L’incontro tra socio donatore e socio dirigente sottende complessi processi relazionali e di gestione delle attese e delle aspettative reciproche che richiama alcune questioni fondamentali:
In che modo si pone il socio dirigente rispetto agli altri soci donatori?
Quali canali di comunicazione vengono attivati?
Come vive il socio donatore la relazione con il dirigente?
In quali forme si mantiene vivo il senso di partecipazione ad un agire comune?

LE VOCI DAL CAMPO

Il rapporto con i dirigenti non esiste, non so neanche chi siano sinceramente.
La cosa che legittima ancora di più il concetto che donare sia una pura e semplice iniziativa personale è il fatto che quando inizi a donare, alla tua azione non viene dato risalto: io mi ricordo la prima volta che sono venuto qua, ero contento di aver donato, ma ero anche un po’ deluso perché come ero entrato uscivo.

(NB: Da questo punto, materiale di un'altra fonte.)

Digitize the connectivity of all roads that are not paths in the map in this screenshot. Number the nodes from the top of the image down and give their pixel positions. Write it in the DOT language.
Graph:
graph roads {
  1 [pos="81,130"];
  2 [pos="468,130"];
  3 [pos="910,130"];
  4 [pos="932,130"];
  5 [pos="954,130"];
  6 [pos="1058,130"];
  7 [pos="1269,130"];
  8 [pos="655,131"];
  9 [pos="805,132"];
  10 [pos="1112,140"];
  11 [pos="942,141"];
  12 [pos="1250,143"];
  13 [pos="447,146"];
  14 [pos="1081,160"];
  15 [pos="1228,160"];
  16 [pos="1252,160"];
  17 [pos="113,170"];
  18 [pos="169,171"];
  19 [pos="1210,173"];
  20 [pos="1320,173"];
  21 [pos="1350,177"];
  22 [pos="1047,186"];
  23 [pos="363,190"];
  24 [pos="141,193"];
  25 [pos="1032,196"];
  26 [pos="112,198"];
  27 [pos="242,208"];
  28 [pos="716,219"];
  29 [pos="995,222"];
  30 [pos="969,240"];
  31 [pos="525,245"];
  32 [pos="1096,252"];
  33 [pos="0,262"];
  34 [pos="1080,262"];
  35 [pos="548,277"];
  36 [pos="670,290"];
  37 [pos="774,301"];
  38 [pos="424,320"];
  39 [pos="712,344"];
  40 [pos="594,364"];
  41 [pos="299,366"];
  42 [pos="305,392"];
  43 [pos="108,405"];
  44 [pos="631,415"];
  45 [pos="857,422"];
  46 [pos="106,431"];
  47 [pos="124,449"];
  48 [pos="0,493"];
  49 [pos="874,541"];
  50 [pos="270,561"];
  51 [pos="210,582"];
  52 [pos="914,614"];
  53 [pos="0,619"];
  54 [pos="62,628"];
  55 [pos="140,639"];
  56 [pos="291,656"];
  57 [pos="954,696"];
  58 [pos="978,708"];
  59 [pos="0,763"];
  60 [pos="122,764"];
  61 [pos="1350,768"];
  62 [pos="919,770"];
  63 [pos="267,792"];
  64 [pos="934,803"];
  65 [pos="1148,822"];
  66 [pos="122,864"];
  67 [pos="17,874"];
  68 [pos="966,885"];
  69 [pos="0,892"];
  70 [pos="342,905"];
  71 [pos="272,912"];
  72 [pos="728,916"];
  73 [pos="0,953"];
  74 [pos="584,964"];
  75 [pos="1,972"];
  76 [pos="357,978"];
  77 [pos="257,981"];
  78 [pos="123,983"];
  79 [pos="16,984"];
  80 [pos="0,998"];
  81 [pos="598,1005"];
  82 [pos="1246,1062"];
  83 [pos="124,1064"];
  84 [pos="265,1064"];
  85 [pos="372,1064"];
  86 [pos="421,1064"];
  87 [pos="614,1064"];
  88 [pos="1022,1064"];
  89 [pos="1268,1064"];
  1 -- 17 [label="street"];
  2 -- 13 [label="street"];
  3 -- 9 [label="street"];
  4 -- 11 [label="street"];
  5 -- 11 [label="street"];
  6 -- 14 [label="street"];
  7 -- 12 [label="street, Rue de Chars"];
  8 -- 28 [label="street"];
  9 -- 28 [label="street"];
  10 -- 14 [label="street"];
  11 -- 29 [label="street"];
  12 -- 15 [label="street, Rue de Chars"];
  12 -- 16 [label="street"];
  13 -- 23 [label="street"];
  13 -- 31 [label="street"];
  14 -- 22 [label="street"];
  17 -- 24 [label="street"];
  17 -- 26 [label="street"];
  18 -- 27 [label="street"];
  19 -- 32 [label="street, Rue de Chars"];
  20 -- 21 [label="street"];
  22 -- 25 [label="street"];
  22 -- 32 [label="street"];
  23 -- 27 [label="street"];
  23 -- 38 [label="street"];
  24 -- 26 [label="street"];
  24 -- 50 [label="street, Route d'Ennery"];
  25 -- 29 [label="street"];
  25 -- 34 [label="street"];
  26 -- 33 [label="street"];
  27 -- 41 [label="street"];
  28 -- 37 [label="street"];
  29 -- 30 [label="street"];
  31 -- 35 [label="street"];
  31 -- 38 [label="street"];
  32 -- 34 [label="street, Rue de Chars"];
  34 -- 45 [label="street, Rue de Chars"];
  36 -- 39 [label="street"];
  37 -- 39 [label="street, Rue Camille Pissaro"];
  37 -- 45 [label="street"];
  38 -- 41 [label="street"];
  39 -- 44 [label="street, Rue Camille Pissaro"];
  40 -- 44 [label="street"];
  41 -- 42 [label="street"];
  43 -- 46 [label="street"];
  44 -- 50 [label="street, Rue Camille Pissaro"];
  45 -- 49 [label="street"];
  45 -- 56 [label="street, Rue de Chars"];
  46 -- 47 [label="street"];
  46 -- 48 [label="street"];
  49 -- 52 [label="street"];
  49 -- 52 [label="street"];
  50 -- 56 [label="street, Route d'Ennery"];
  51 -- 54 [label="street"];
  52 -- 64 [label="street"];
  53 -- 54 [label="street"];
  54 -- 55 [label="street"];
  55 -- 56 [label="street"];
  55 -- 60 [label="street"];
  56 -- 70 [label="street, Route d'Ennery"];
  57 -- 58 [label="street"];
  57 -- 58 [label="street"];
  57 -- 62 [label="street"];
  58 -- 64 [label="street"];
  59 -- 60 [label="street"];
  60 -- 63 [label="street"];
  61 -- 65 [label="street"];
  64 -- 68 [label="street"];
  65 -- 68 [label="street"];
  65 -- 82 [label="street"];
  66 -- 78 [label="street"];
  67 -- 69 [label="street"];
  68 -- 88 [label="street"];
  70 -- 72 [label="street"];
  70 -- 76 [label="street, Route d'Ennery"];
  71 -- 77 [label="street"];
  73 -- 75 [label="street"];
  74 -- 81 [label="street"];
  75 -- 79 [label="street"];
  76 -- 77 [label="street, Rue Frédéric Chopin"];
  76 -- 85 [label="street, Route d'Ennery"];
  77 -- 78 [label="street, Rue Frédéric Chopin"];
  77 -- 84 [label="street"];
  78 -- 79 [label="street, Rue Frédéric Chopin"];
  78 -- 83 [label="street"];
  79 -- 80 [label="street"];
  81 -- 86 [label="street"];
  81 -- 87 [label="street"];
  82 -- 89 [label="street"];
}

Io un problema che sento tanto è la scarsa capacità di far partecipare tutti i soci: all’assemblea comunale difficilmente partecipano tutti i donatori perché non si sentono associati, entrano in Avis per donare e basta. Ci sono invece dei momenti in cui è richiesto al donatore di esprimersi. E solo l’espressione della sua volontà porta ad una gestione davvero democratica dell’associazione.
Altrimenti si finisce per essere sempre i soliti dieci, che parlano tra di loro, decidendo in gruppo ristretto chi fa il segretario. Quando poi finiscono i due mandati e non si può più essere presidente, si rimescolano le carte, ma le persone sono sempre le stesse.
Avis alla base è molto varia: i donatori presentano una diversità, una ricchezza e una varietà straordinaria, mentre spesso in altre associazioni i soci sono un po’ più omogenei. Il peccato però è che questa diversità non arriva e non viene mantenuta a livello dirigenziale.

LE DIMENSIONI IN GIOCO

Consapevolezza Una questione di conoscenza reciproca

"Secondo me la dirigenza in Avis ha il ruolo di gestire aspetti meramente organizzativi e pratici, per così dire ‘aziendali’ e di processo della struttura. Non c’è una particolare attenzione nei confronti del donatore se non con dei messaggi ‘istituzionali’. Non si percepisce un’attività strutturata in questo senso. Magari perché esistono poche risorse umane ed economiche e quindi i dirigenti si concentrano su quelle che sono fondamentalmente le attività utili a mantenere in piedi l’associazione".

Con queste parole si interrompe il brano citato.